Buruli ulcer (BU), or Mycobacterium ulcerans disease, is a severe bacterial infection that affects the skin, soft tissues and the bones. The infection causes permanent disfigurement and disability and belongs to the same family of organisms that cause tuberculosis and leprosy.
Buruli ulcer often starts as a painless swelling or nodule on the arms or legs. The nodules then develop into large ulcers, or skin erosions, that have a whitish-yellowish base. Poorly managed patients may develop severe scars and progress to severe bone deformities and joint contractures.
The mode of transmission to humans is unknown, although there is some evidence that it may be transmitted through the bites of infected aquatic insects, adult mosquitoes or other biting arthropods.
Most cases occur in rural communities in sub-Saharan Africa. Nearly half of people affected in Africa are children under the age of 15. HIV infection is not a risk factor but it weakens the immune system, making the progress of BU more aggressive.

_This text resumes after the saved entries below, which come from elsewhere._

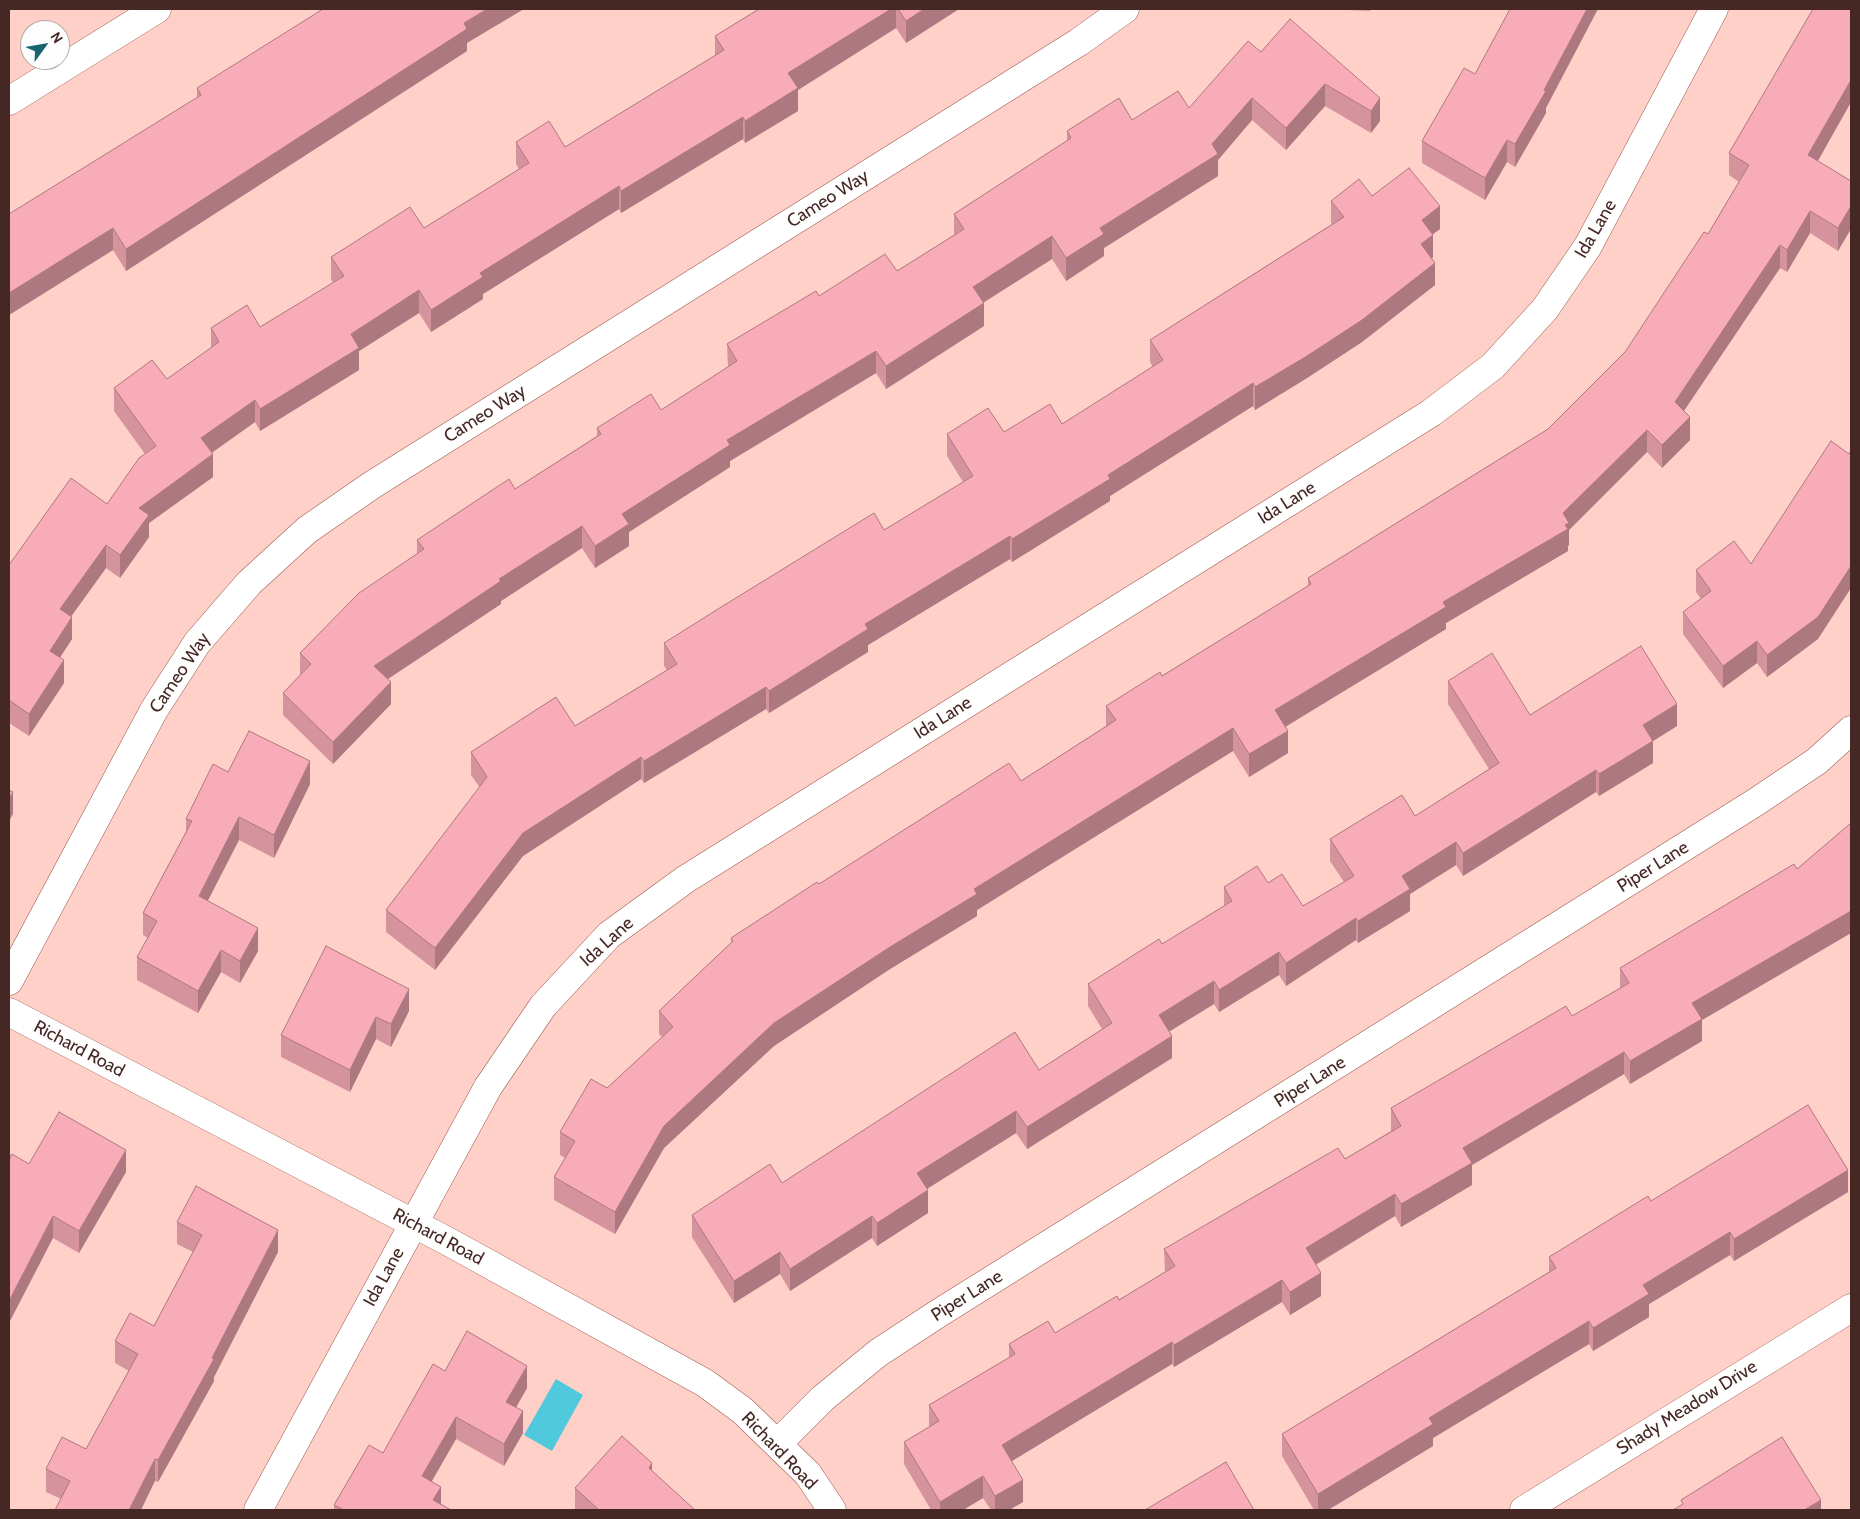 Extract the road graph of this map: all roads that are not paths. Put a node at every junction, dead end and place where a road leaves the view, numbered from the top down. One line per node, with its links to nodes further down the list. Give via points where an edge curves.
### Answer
1 (156, 9): 4 (street)
2 (1125, 9): 6 (street, Cameo Way, via 1079,42 372,485 307,530 249,583 197,643 154,710)
3 (1714, 9): 8 (street, Ida Lane, via 1588,246 1545,309 1493,366 1431,413 686,879 609,935 543,1006 488,1087)
4 (9, 101)
5 (1851, 730): 10 (street, Piper Lane, via 1817,761 1756,802 893,1343 822,1400)
6 (9, 981)
7 (9, 1012): 8 (street, Richard Road)
8 (414, 1224): 10 (street, Richard Road, via 705,1383 743,1411); 11 (street, Ida Lane)
9 (1851, 1308): 13 (street, Shady Meadow Drive)
10 (777, 1444): 12 (street, Richard Road, via 808,1474)
11 (258, 1510)
12 (832, 1510)
13 (1524, 1510) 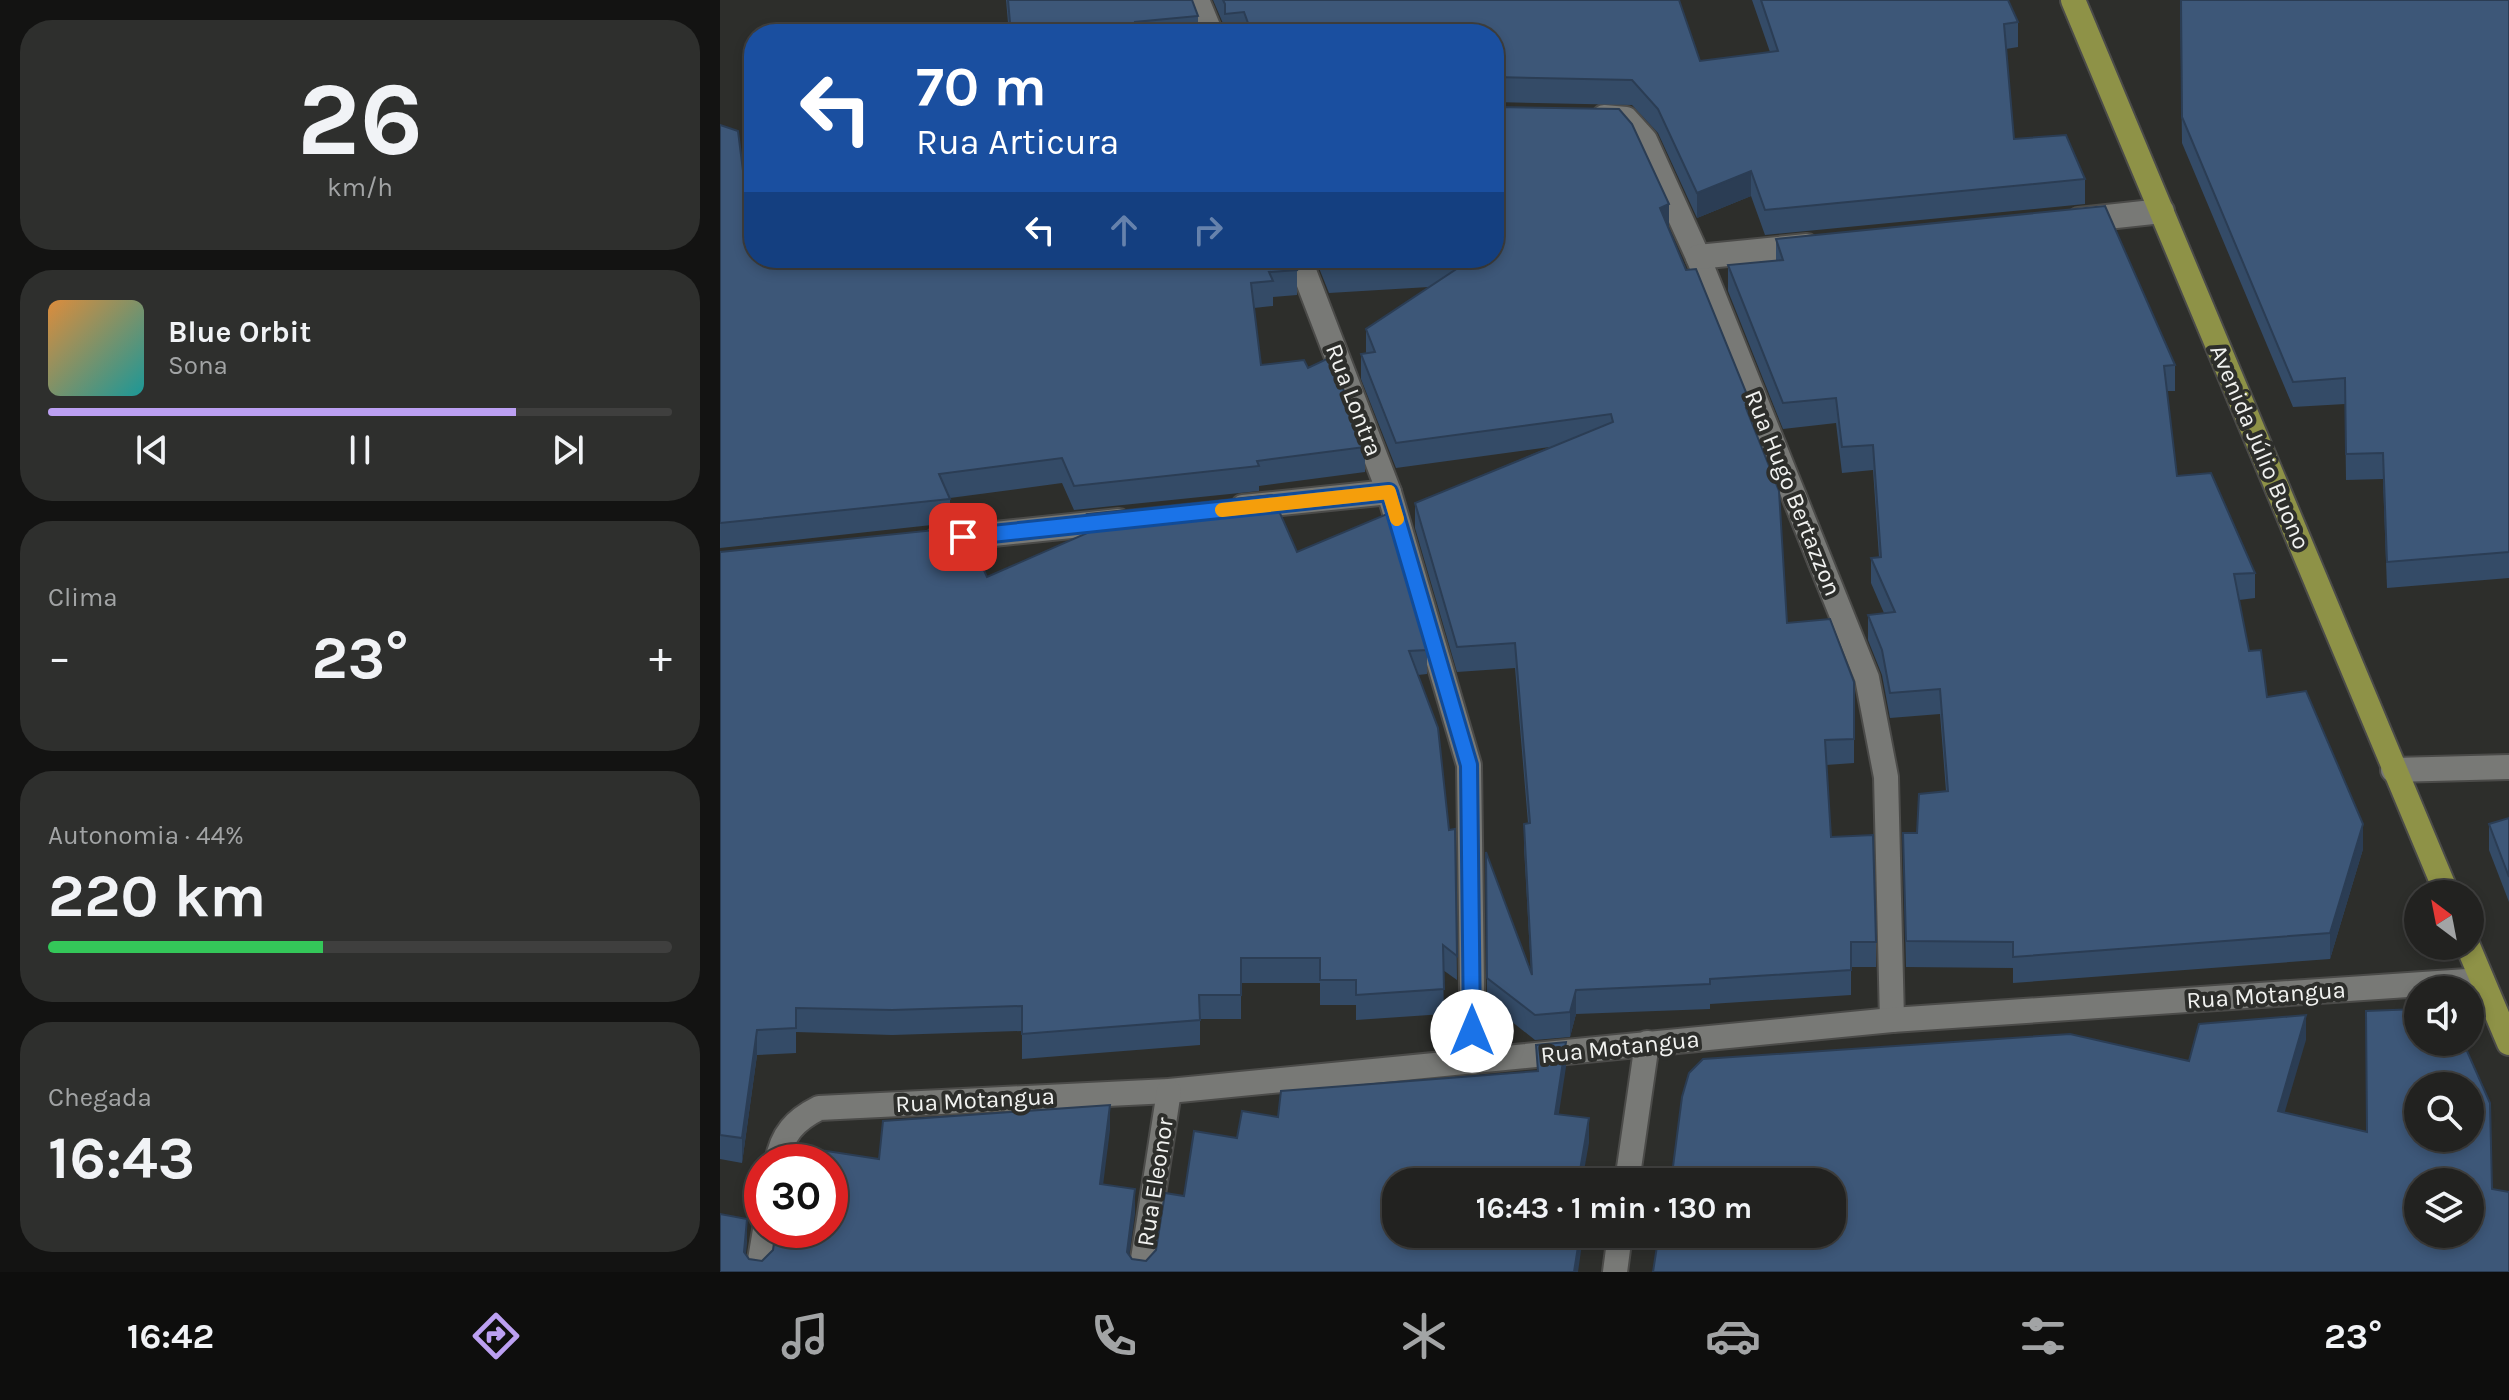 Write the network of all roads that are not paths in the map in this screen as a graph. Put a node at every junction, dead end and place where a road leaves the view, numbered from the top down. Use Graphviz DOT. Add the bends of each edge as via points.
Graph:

West Africa (Benin, Côte d’Ivoire and Ghana) report most cases with Côte d’Ivoire reporting almost half of the global cases. Africa with more than 80 000 cumulative cases has around 99% of the global burden of BU. Approximately 80% of cases that are detected early can be cured with a combination of two antibiotics, recommended by the AHO (rifampicin with streptomycin or clarithromycin).